■ DIRECTIONS:
Return all of the data that follows precisely, leaving every image out.

Collected data entries
::::
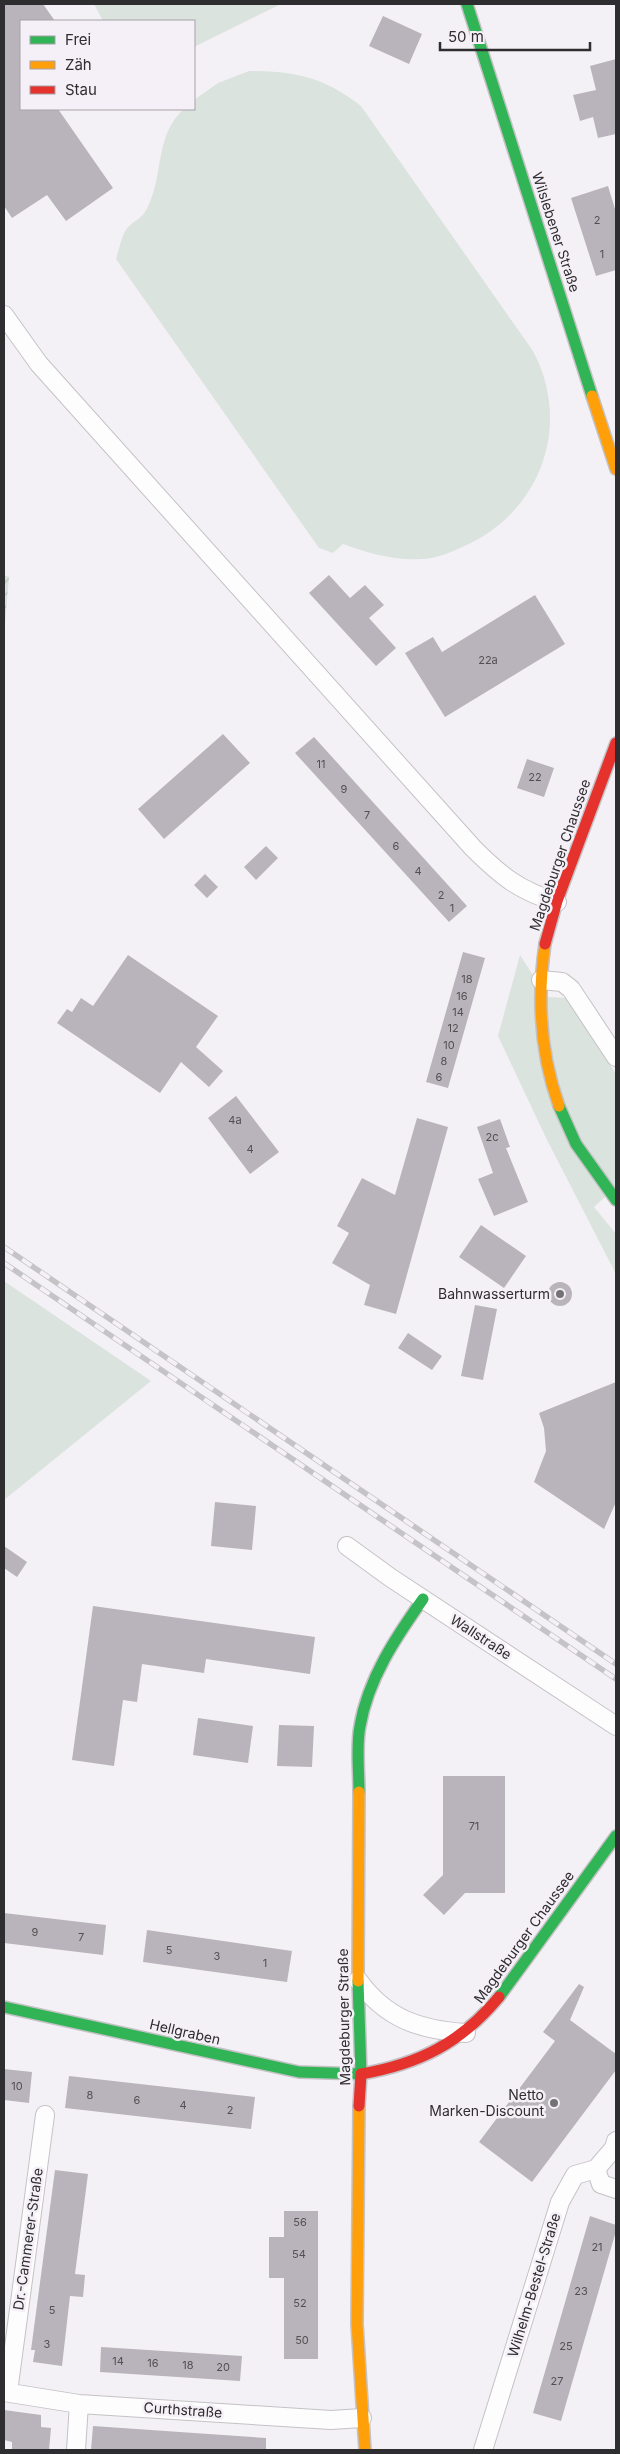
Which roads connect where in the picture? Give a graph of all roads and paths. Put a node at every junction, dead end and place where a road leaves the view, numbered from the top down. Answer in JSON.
{"nodes":[{"id":1,"x":467,"y":4,"type":"edge"},
{"id":2,"x":4,"y":315,"type":"edge"},
{"id":3,"x":616,"y":469,"type":"edge"},
{"id":4,"x":616,"y":743,"type":"edge"},
{"id":5,"x":557,"y":902,"type":"junction"},
{"id":6,"x":541,"y":980,"type":"junction"},
{"id":7,"x":616,"y":1056,"type":"edge"},
{"id":8,"x":616,"y":1200,"type":"edge"},
{"id":9,"x":347,"y":1546,"type":"dead end"},
{"id":10,"x":423,"y":1599,"type":"junction"},
{"id":11,"x":616,"y":1726,"type":"edge"},
{"id":12,"x":616,"y":1836,"type":"edge"},
{"id":13,"x":358,"y":1980,"type":"junction"},
{"id":14,"x":4,"y":2007,"type":"edge"},
{"id":15,"x":466,"y":2033,"type":"junction"},
{"id":16,"x":361,"y":2074,"type":"junction"},
{"id":17,"x":45,"y":2115,"type":"dead end"},
{"id":18,"x":616,"y":2141,"type":"edge"},
{"id":19,"x":596,"y":2169,"type":"junction"},
{"id":20,"x":616,"y":2189,"type":"edge"},
{"id":21,"x":6,"y":2392,"type":"edge"},
{"id":22,"x":79,"y":2404,"type":"junction"},
{"id":23,"x":362,"y":2418,"type":"junction"},
{"id":24,"x":76,"y":2450,"type":"edge"},
{"id":25,"x":366,"y":2450,"type":"edge"},
{"id":26,"x":482,"y":2450,"type":"edge"}],
"edges":[{"from":1,"to":3,"type":"street","name":"Wilslebener Straße"},
{"from":2,"to":5,"type":"street"},
{"from":4,"to":5,"type":"street","name":"Magdeburger Chaussee"},
{"from":5,"to":6,"type":"street","name":"Magdeburger Chaussee"},
{"from":6,"to":7,"type":"street"},
{"from":6,"to":8,"type":"street","name":"Magdeburger Chaussee"},
{"from":9,"to":10,"type":"street","name":"Wallstraße"},
{"from":10,"to":11,"type":"street","name":"Wallstraße"},
{"from":10,"to":13,"type":"street","name":"Magdeburger Straße"},
{"from":12,"to":15,"type":"street","name":"Magdeburger Chaussee"},
{"from":13,"to":15,"type":"street"},
{"from":13,"to":16,"type":"street","name":"Magdeburger Straße"},
{"from":14,"to":16,"type":"street","name":"Hellgraben"},
{"from":15,"to":16,"type":"street","name":"Magdeburger Chaussee"},
{"from":16,"to":23,"type":"street","name":"Magdeburger Straße"},
{"from":17,"to":21,"type":"street","name":"Dr.-Cammerer-Straße"},
{"from":18,"to":19,"type":"street"},
{"from":19,"to":20,"type":"street"},
{"from":19,"to":26,"type":"street","name":"Wilhelm-Bestel-Straße"},
{"from":21,"to":22,"type":"street","name":"Curthstraße"},
{"from":22,"to":23,"type":"street","name":"Curthstraße"},
{"from":22,"to":24,"type":"street"},
{"from":23,"to":25,"type":"street","name":"Magdeburger Straße"}]}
::::
■ WRITTEN ANSWER:
Which roads connect where in the picture? Give a graph of all roads and paths. Put a node at every junction, dead end and place where a road leaves the view, numbered from the top down. Answer in JSON.
{"nodes":[{"id":1,"x":467,"y":4,"type":"edge"},
{"id":2,"x":4,"y":315,"type":"edge"},
{"id":3,"x":616,"y":469,"type":"edge"},
{"id":4,"x":616,"y":743,"type":"edge"},
{"id":5,"x":557,"y":902,"type":"junction"},
{"id":6,"x":541,"y":980,"type":"junction"},
{"id":7,"x":616,"y":1056,"type":"edge"},
{"id":8,"x":616,"y":1200,"type":"edge"},
{"id":9,"x":347,"y":1546,"type":"dead end"},
{"id":10,"x":423,"y":1599,"type":"junction"},
{"id":11,"x":616,"y":1726,"type":"edge"},
{"id":12,"x":616,"y":1836,"type":"edge"},
{"id":13,"x":358,"y":1980,"type":"junction"},
{"id":14,"x":4,"y":2007,"type":"edge"},
{"id":15,"x":466,"y":2033,"type":"junction"},
{"id":16,"x":361,"y":2074,"type":"junction"},
{"id":17,"x":45,"y":2115,"type":"dead end"},
{"id":18,"x":616,"y":2141,"type":"edge"},
{"id":19,"x":596,"y":2169,"type":"junction"},
{"id":20,"x":616,"y":2189,"type":"edge"},
{"id":21,"x":6,"y":2392,"type":"edge"},
{"id":22,"x":79,"y":2404,"type":"junction"},
{"id":23,"x":362,"y":2418,"type":"junction"},
{"id":24,"x":76,"y":2450,"type":"edge"},
{"id":25,"x":366,"y":2450,"type":"edge"},
{"id":26,"x":482,"y":2450,"type":"edge"}],
"edges":[{"from":1,"to":3,"type":"street","name":"Wilslebener Straße"},
{"from":2,"to":5,"type":"street"},
{"from":4,"to":5,"type":"street","name":"Magdeburger Chaussee"},
{"from":5,"to":6,"type":"street","name":"Magdeburger Chaussee"},
{"from":6,"to":7,"type":"street"},
{"from":6,"to":8,"type":"street","name":"Magdeburger Chaussee"},
{"from":9,"to":10,"type":"street","name":"Wallstraße"},
{"from":10,"to":11,"type":"street","name":"Wallstraße"},
{"from":10,"to":13,"type":"street","name":"Magdeburger Straße"},
{"from":12,"to":15,"type":"street","name":"Magdeburger Chaussee"},
{"from":13,"to":15,"type":"street"},
{"from":13,"to":16,"type":"street","name":"Magdeburger Straße"},
{"from":14,"to":16,"type":"street","name":"Hellgraben"},
{"from":15,"to":16,"type":"street","name":"Magdeburger Chaussee"},
{"from":16,"to":23,"type":"street","name":"Magdeburger Straße"},
{"from":17,"to":21,"type":"street","name":"Dr.-Cammerer-Straße"},
{"from":18,"to":19,"type":"street"},
{"from":19,"to":20,"type":"street"},
{"from":19,"to":26,"type":"street","name":"Wilhelm-Bestel-Straße"},
{"from":21,"to":22,"type":"street","name":"Curthstraße"},
{"from":22,"to":23,"type":"street","name":"Curthstraße"},
{"from":22,"to":24,"type":"street"},
{"from":23,"to":25,"type":"street","name":"Magdeburger Straße"}]}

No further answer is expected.